Task input
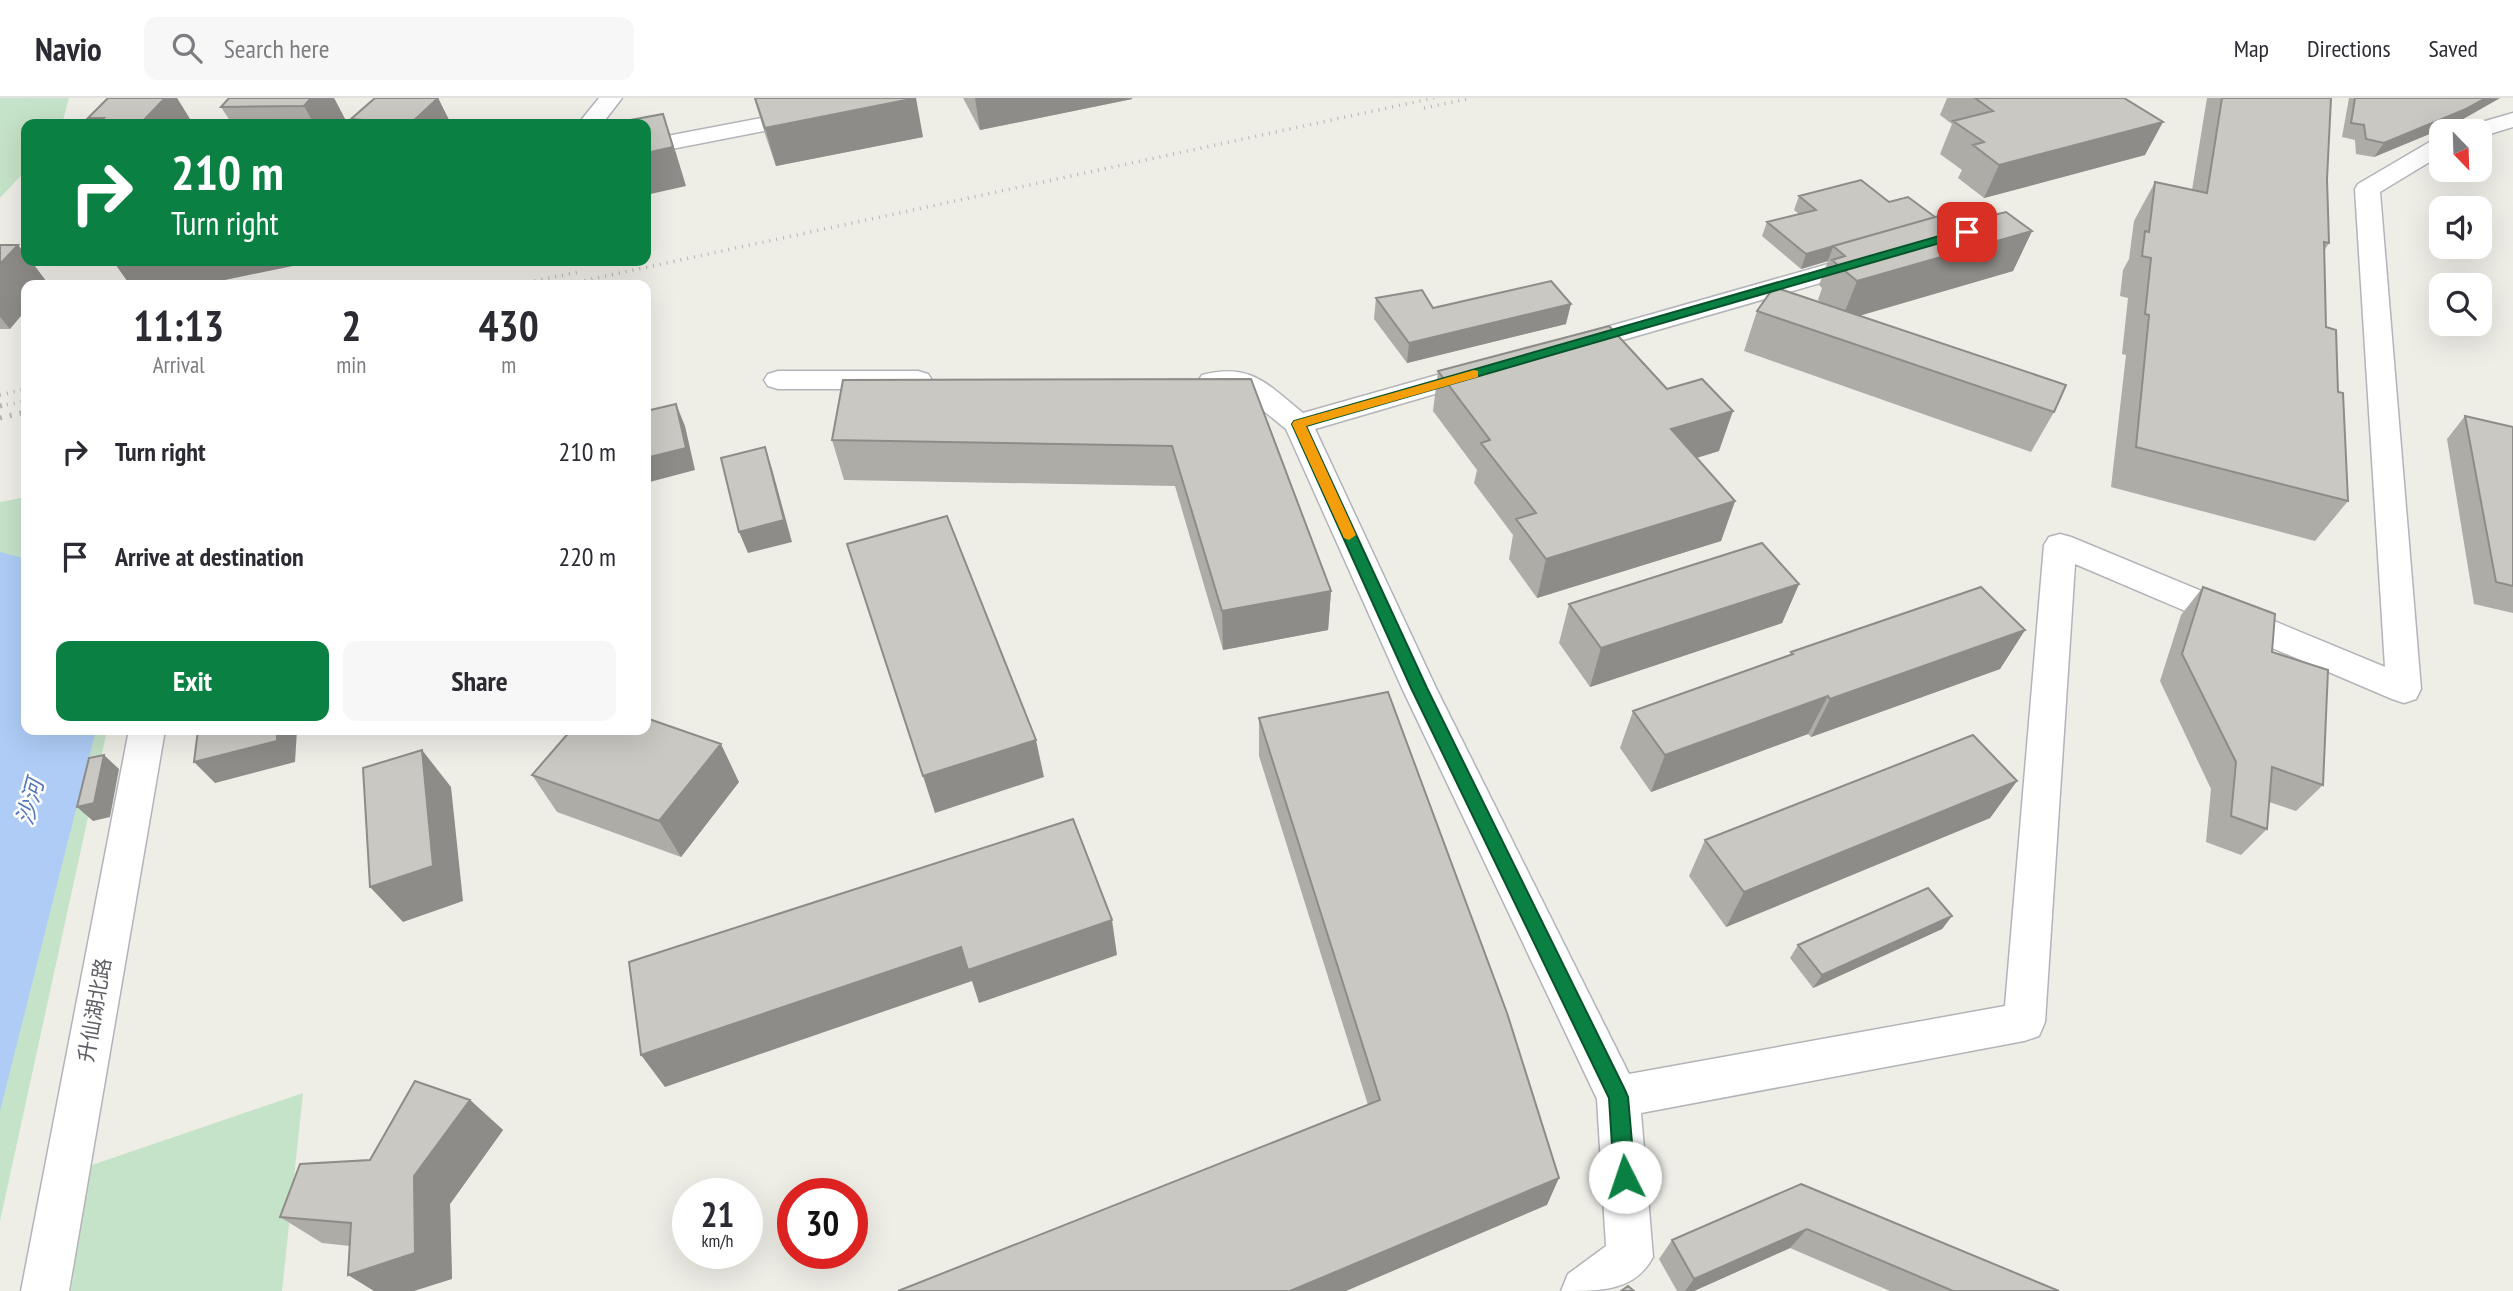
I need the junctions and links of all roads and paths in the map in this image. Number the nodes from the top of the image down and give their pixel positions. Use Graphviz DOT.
graph roads {
  1 [pos="611,98"];
  2 [pos="829,113"];
  3 [pos="594,119"];
  4 [pos="2513,120"];
  5 [pos="2492,126"];
  6 [pos="651,146"];
  7 [pos="2429,152"];
  8 [pos="1900,251"];
  9 [pos="1552,351"];
  10 [pos="1512,363"];
  11 [pos="778,380"];
  12 [pos="943,380"];
  13 [pos="1190,381"];
  14 [pos="1298,424"];
  15 [pos="146,735"];
  16 [pos="1618,1097"];
  17 [pos="45,1291"];
  18 [pos="1585,1291"];
  1 -- 3 [label="street"];
  2 -- 6 [label="street"];
  4 -- 5 [label="street"];
  7 -- 16 [label="street"];
  8 -- 9 [label="street"];
  10 -- 14 [label="street"];
  11 -- 12 [label="street"];
  13 -- 14 [label="street"];
  14 -- 16 [label="street"];
  15 -- 17 [label="street, 升仙湖北路"];
  16 -- 18 [label="street"];
}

Action item
Output all the entries exactly, minus any pictures.

Worked solution
I need the junctions and links of all roads and paths in the map in this image. Number the nodes from the top of the image down and give their pixel positions. Use Graphviz DOT.
graph roads {
  1 [pos="611,98"];
  2 [pos="829,113"];
  3 [pos="594,119"];
  4 [pos="2513,120"];
  5 [pos="2492,126"];
  6 [pos="651,146"];
  7 [pos="2429,152"];
  8 [pos="1900,251"];
  9 [pos="1552,351"];
  10 [pos="1512,363"];
  11 [pos="778,380"];
  12 [pos="943,380"];
  13 [pos="1190,381"];
  14 [pos="1298,424"];
  15 [pos="146,735"];
  16 [pos="1618,1097"];
  17 [pos="45,1291"];
  18 [pos="1585,1291"];
  1 -- 3 [label="street"];
  2 -- 6 [label="street"];
  4 -- 5 [label="street"];
  7 -- 16 [label="street"];
  8 -- 9 [label="street"];
  10 -- 14 [label="street"];
  11 -- 12 [label="street"];
  13 -- 14 [label="street"];
  14 -- 16 [label="street"];
  15 -- 17 [label="street, 升仙湖北路"];
  16 -- 18 [label="street"];
}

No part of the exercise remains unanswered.